Monday, November 12th, 2007
        public void init() {
                findRoom();
                buyWater();
        }

        private void findRoom() {
                search(Buildings.ONE_WHICH_LOOKS_LIKE_WAGYL_THREW_UP_ON_IT);
                try {
                        regardArchitecture();
                }
                catch (VomitException e) {
                        shrug();
                }
        }

        private void buyWater() {
                try {
                        Machine.insert(0.20);
                }
                catch (MachineSwallowedCoinWithoutReasonAgainException e) {
                        System.err.println(Person.SWEAR);
                }
        }

        public void doGet(HttpServletRequest req, HttpServletResponse resp) {
                readExamPaper();
                winceAtPoorlyWrittenQuestions();
        }

        public void doPost(HttpServletRequest req, HttpServletResponse resp) {
                writeResponses();
                makeJoke(Lotus.NOTES);
                finish();
        }

        public void doDelete(HttpServletRequest req, HttpServletResponse resp) {
                leaveCampus();
                forgetEverything(java.lang);
                $var = ... oh, shit;
        }
}

I enjoyed the exam about as much as the rest of the unit (that is, not at all), but I’m pretty sure I did enough to pass. I must remember to read sample exams more closely, though — I was completely broadsided by the 15 mark question on Java GUI construction in a unit supposedly about building Java-powered Web sites. Obviously applets are back in vogue.

Now for the nervous wait for results in about six weeks.
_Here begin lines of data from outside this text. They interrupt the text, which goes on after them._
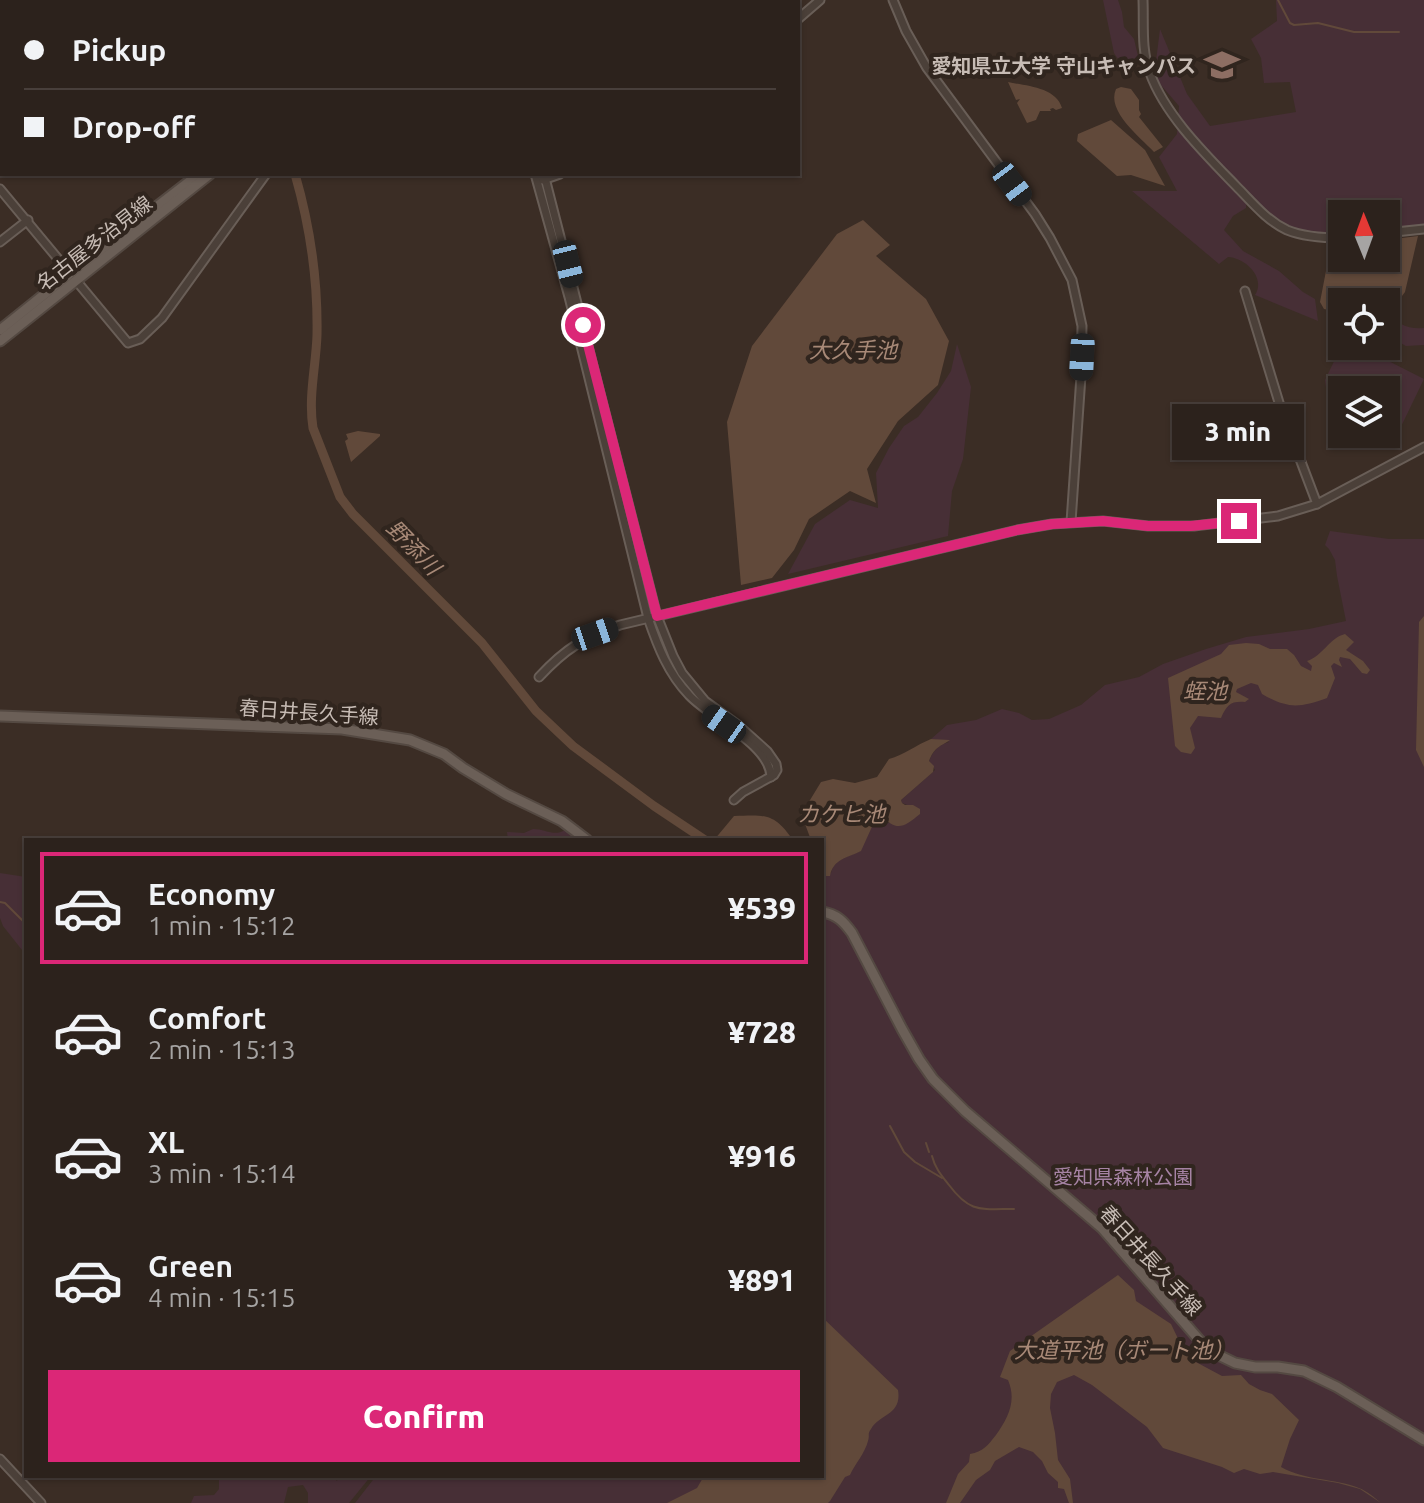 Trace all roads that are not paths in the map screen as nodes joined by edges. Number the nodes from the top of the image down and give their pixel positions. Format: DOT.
graph roads {
  1 [pos="820,0"];
  2 [pos="893,0"];
  3 [pos="1143,0"];
  4 [pos="800,17"];
  5 [pos="197,176"];
  6 [pos="207,176"];
  7 [pos="265,176"];
  8 [pos="541,177"];
  9 [pos="0,189"];
  10 [pos="28,220"];
  11 [pos="1424,229"];
  12 [pos="1400,232"];
  13 [pos="1328,238"];
  14 [pos="0,242"];
  15 [pos="73,276"];
  16 [pos="1245,291"];
  17 [pos="0,330"];
  18 [pos="0,341"];
  19 [pos="1424,447"];
  20 [pos="1317,504"];
  21 [pos="1071,522"];
  22 [pos="653,617"];
  23 [pos="539,677"];
  24 [pos="0,716"];
  25 [pos="734,800"];
  26 [pos="584,838"];
  27 [pos="824,912"];
  28 [pos="1424,1440"];
  29 [pos="0,1459"];
  30 [pos="41,1503"];
  1 -- 4 [label="street"];
  2 -- 21 [label="street"];
  3 -- 13 [label="street"];
  5 -- 15 [label="main road, 名古屋多治見線"];
  6 -- 15 [label="main road, 名古屋多治見線"];
  7 -- 15 [label="street"];
  8 -- 22 [label="street"];
  9 -- 10 [label="street"];
  10 -- 14 [label="street"];
  10 -- 15 [label="street"];
  11 -- 12 [label="street"];
  15 -- 17 [label="main road, 名古屋多治見線"];
  15 -- 18 [label="main road, 名古屋多治見線"];
  16 -- 20 [label="street"];
  19 -- 20 [label="street"];
  20 -- 21 [label="street"];
  21 -- 22 [label="street"];
  22 -- 23 [label="street"];
  22 -- 25 [label="street"];
  24 -- 26 [label="main road, 春日井長久手線"];
  27 -- 28 [label="main road, 春日井長久手線"];
  29 -- 30 [label="street"];
} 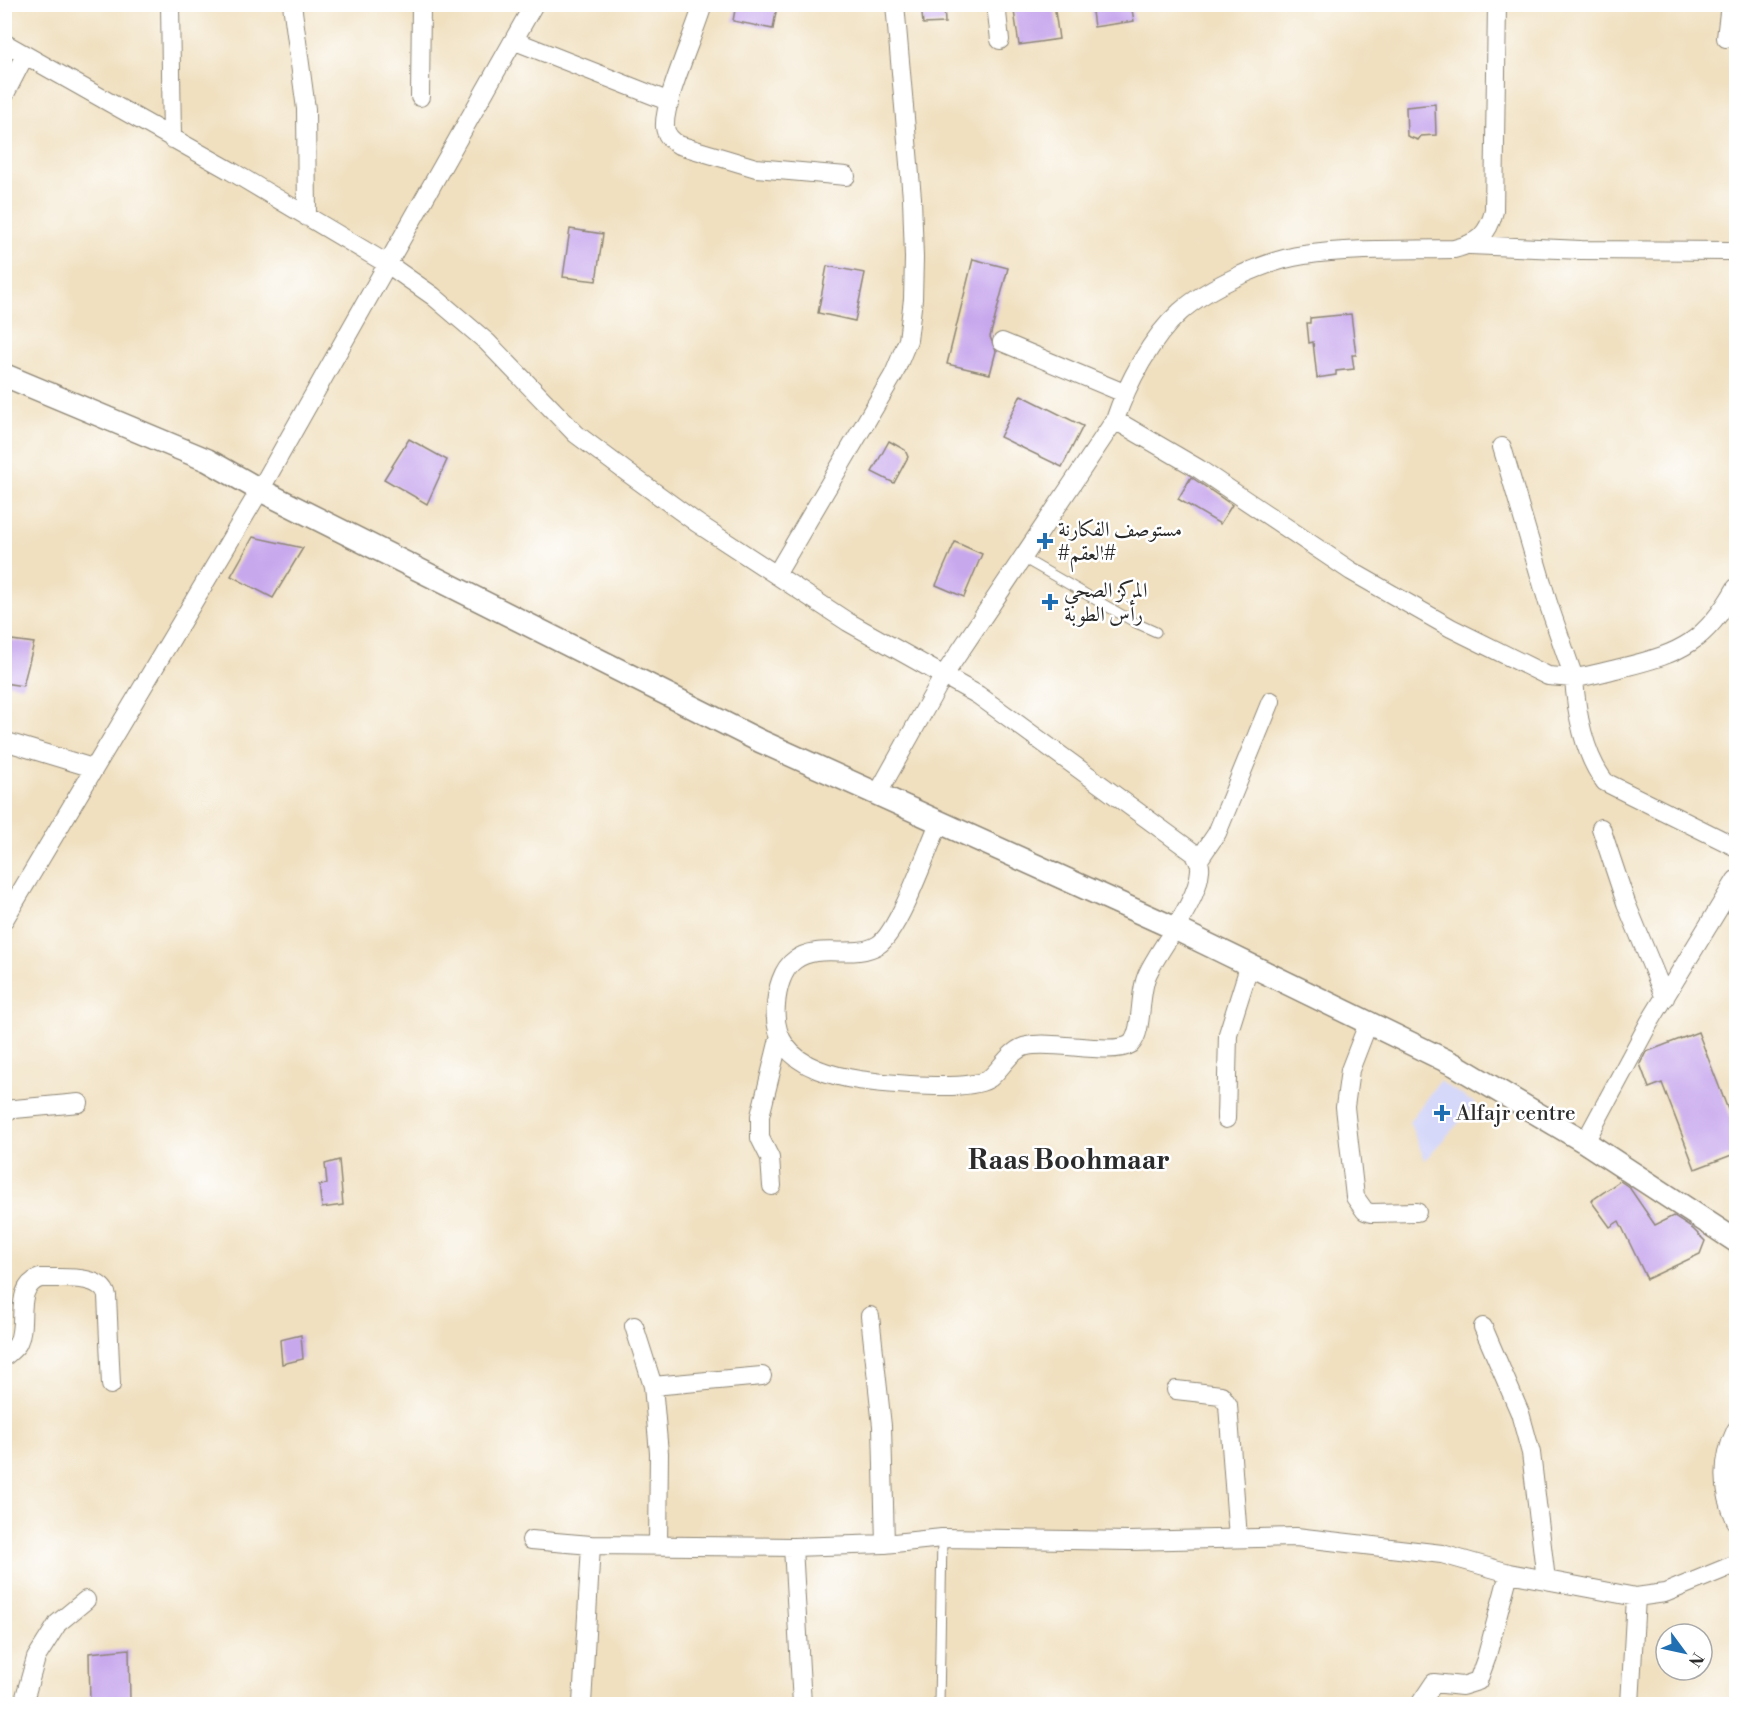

iSight, youSight, weAllCamelCaseSight

Sunday, November 11th, 2007

My suspicion last night that ndiswrapper would cure my wireless ills appears to have been correct. It’s a bit of a step back, really, since it means (a) that I’m reliant on the Windows drivers and (b) that I had to switch to a 32-bit Ubuntu install since Apple don’t provide 64-bit drivers for the AR5418 wireless chipset on the Leopard DVD, but I’m not getting dropouts and stalls every couple of minutes now, so I guess I’ll have to grin and bear it.

Happily, everything else has worked out of the box in Ubuntu Gutsy. In fact, it’s probably all worked a bit too well — I had an afternoon of tinkering with things planned, but everything got configured much quicker than expected, which now means that I have no real excuse to avoid studying for tomorrow morning’s exam. Damn you, efficient FLOSS developers!

You heard me, uvcvideo developers. There may be blood on your hands. (In my case, the blood would be virtual, but people watching webcam missives from me may be in danger of bleeding from the eyes.)

Oh yes, the in-built webcam works, too. That promises to be… minutes of fun. Oh well, it’s still better than studying.